# A Real-Time VLSI Recognition System With an On-Chip Adaptive K-Means Learning Algorithm

Zuoxun Hou<sup>1,4</sup>, Yitao Ma<sup>2</sup>, Hongbo Zhu<sup>3</sup> and Tadashi Shibata<sup>4</sup>

 <sup>1</sup> Inst. of Artificial Intelligence and Robotics, Xi'an Jiaotong Univ. Xi'an, China
<sup>2</sup> Center for Interdisciplinary Res. (CIR), Tohoku Univ. Sendai, Japan
<sup>3</sup> VLSI Design & Education Center (VDEC), Univ. of Tokyo, Tokyo, Japan
<sup>4</sup> Dept. of Electrical Engineering and Information System, Univ. of Tokyo, Tokyo, Japan E-mail: houzuoxun1@gmail.com, shibata@ee.t.u-tokyo.ac.jp

# 1. Introduction

Real time recognition of objects or events is now becoming increasingly important in a number of intelligent systems such as unmanned surveillance systems, autonomous vehicle control, robotics, and so forth. Recognition results must be available in real time with minimum latency at very low power dissipation, and software solutions running on general purpose computers often fail to fulfill such requirements. In this paper, we will present a VLSI hardware solution not only for real time recognition, but also for real time learning of a large number of samples.

Recognition is understood as a classification problem as illustrated in Fig. 1. In supervised learning, a number of samples are stored in the system as templates for each person with a proper class label such as Chaplin, Einstein etc., and when an unknown facial image is presented, the system searches for the best match image and outputs its class label as the recognition result. Usually such pattern matching is carried out using feature vectors representing original images in a compact format based on some algorithms like the one described in [1]. The VLSI chip developed in the present work can carry out such a search in fully parallel processing and can yield the recognition result in as short as 3µs. for 64-dimension feature vectors at 25MHz of operation.

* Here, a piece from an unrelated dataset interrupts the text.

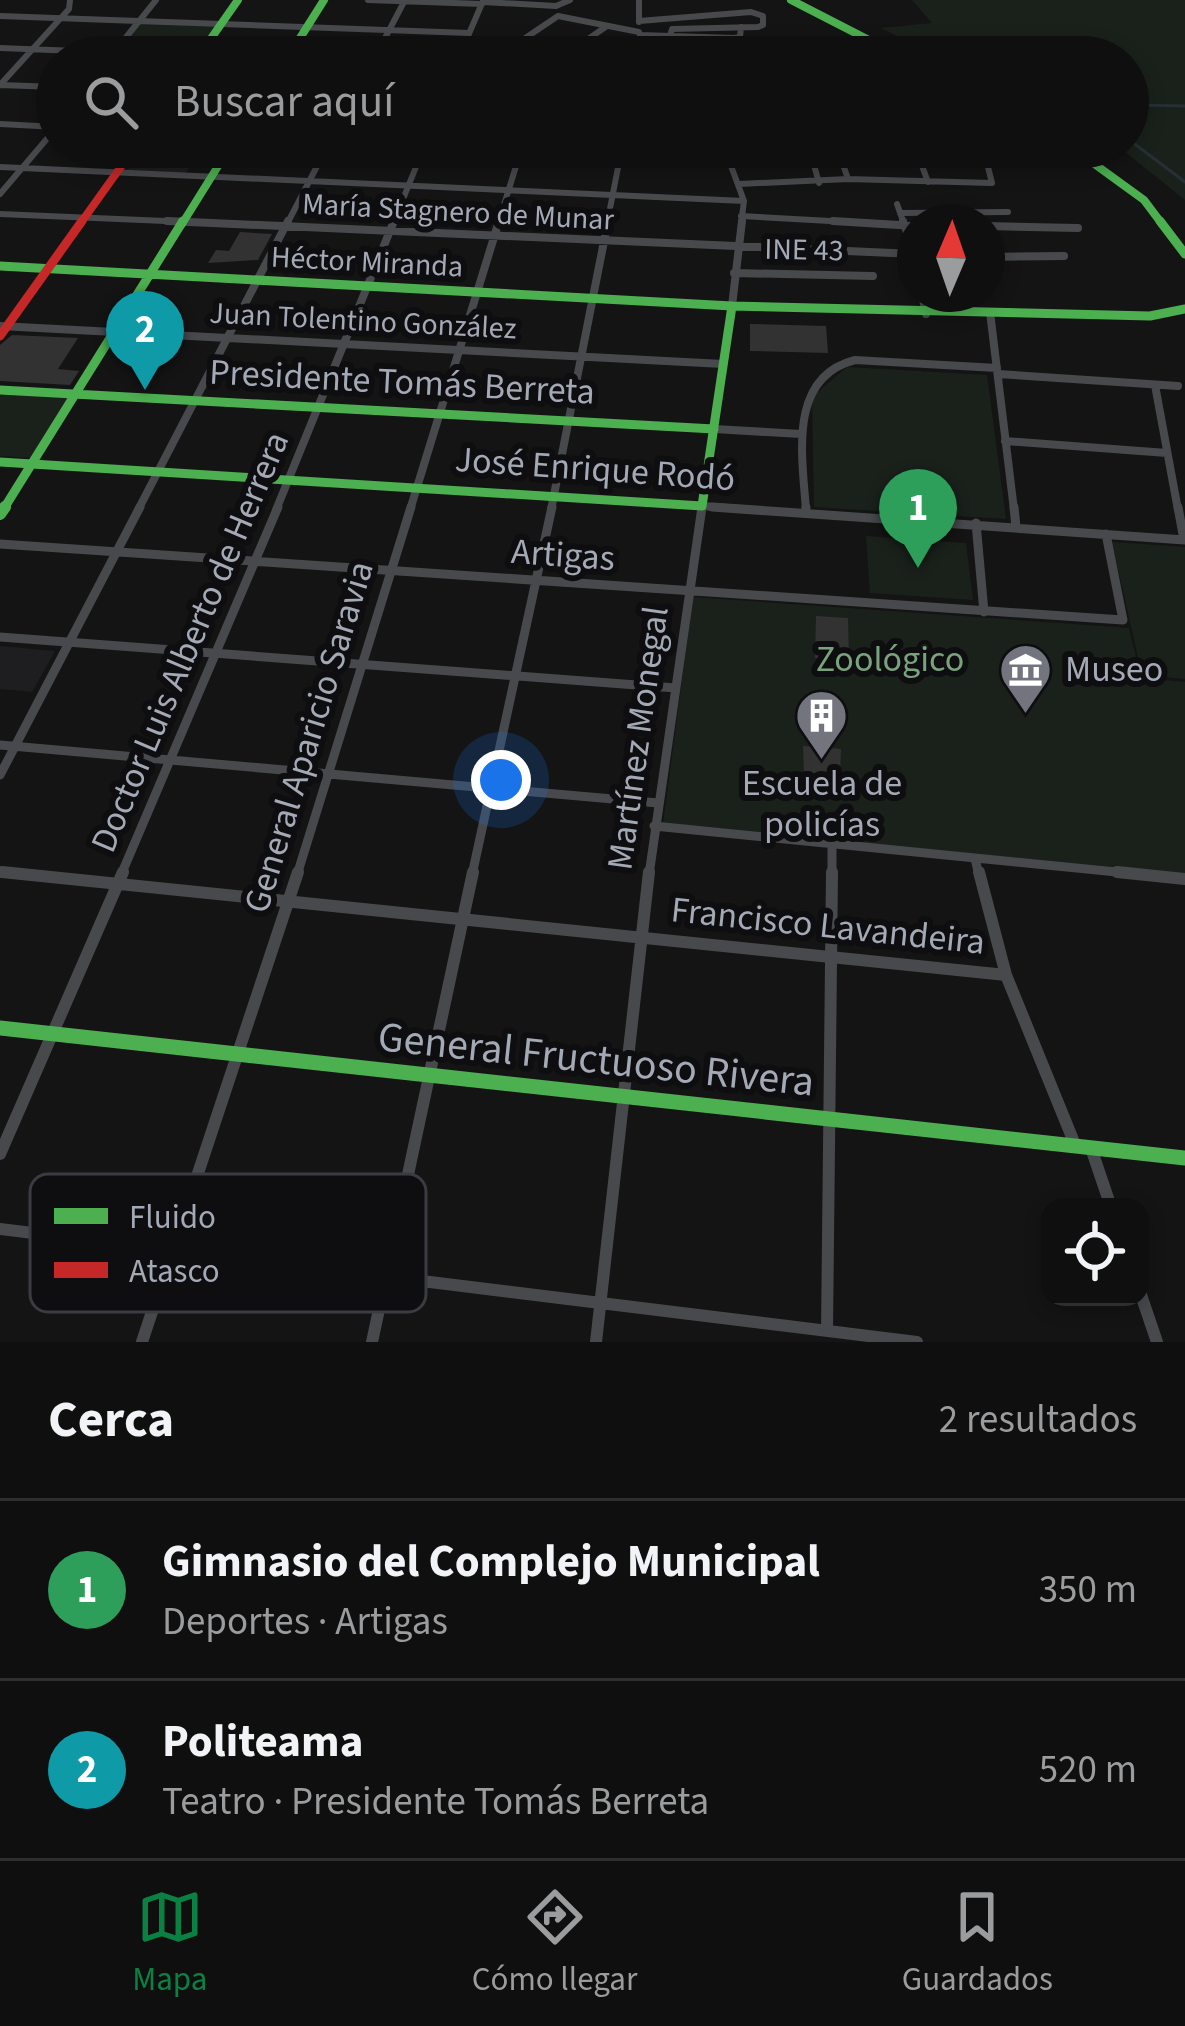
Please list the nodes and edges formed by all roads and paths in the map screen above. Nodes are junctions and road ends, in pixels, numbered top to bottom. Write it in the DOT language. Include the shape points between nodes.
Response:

In the case of unsupervised learning, a number of sample images are presented to the system without any class labels, and the system must categorize them by itself. Namely, the system must autonomously divide the entire samples into four clusters as in the example of Fig. 1. For such processing, K-means clustering algorithm is very widely used [2]. However, since it requests a number of distance calculations and iterations, real time response is very difficult to achieve in software solutions. Therefore, VLSI architectures dedicated to the K-means algorithm were developed, and VLSI chip implementation [3] and FPGA implementation [4] were reported. One of the algorithmic problems of K-means is that K, the number of clusters, must be determined in advance. Therefore, if we set K=5 in the example of Fig. 1, the samples are over segmented. In the present work, not only the K-means clustering algorithm but also an autonomous K-number determining mechanism have been implemented on the same chip, in addition to the recognition function in the supervised learning mode. As a result, a very versatile VLSI architecture for recognition as well as for learning has been established.

The architecture was implemented on Altera cyclone II FPGA (EP2C70896C6) chip and the real time K-means classification performance was experimentally demonstrated using COIL-100 (Columbia University Object Image Library) database.



Fig. 1. Recognition as a classification problem.

# 2. Adaptive K-means Learning Algorithm

The quality of classification in the unsupervised learning is characterized by both small intra-class distances and large inter-class distances among samples. This means the samples in the same class (intra-class) are very similar to each other, while the samples in different classes (inter-class) are significantly different. Therefore the quality of K-means classification results can be evaluated using the Variance Ratio Criterion (VRC) [5] defined as follows:

$$VRC = \frac{SSb}{SSw} \times \frac{(N-K)}{(K-1)}$$
(1)

$$SSb = \sum_{i=1}^{K} SN_i \times |Centroid_i - GG| \quad (2)$$
$$SSw = \sum_{i=1}^{K} \sum_{j=1}^{SN_i} |Sample_{ij} - Centroid_i|(3)$$

Here *N* is the total number of samples; *K* is the number of classes. i and j represent class and sample indices, respectively. *GG* is the global gravity center, *Centroid<sub>i</sub>* is the gravity center of class i. *SN<sub>i</sub>* is the number of samples in class i. *SSb* reflects the average inter-class distance, while *SSw* the average intra-class distance. The (N-K)/(K-1) term is introduced to normalize the value with respect to *K*. The adaptive K-means learning algorithm determines the proper *K* value by computing the VRC for *K*=2, 3 ... sequentially until it reaches the absolute or local maximum.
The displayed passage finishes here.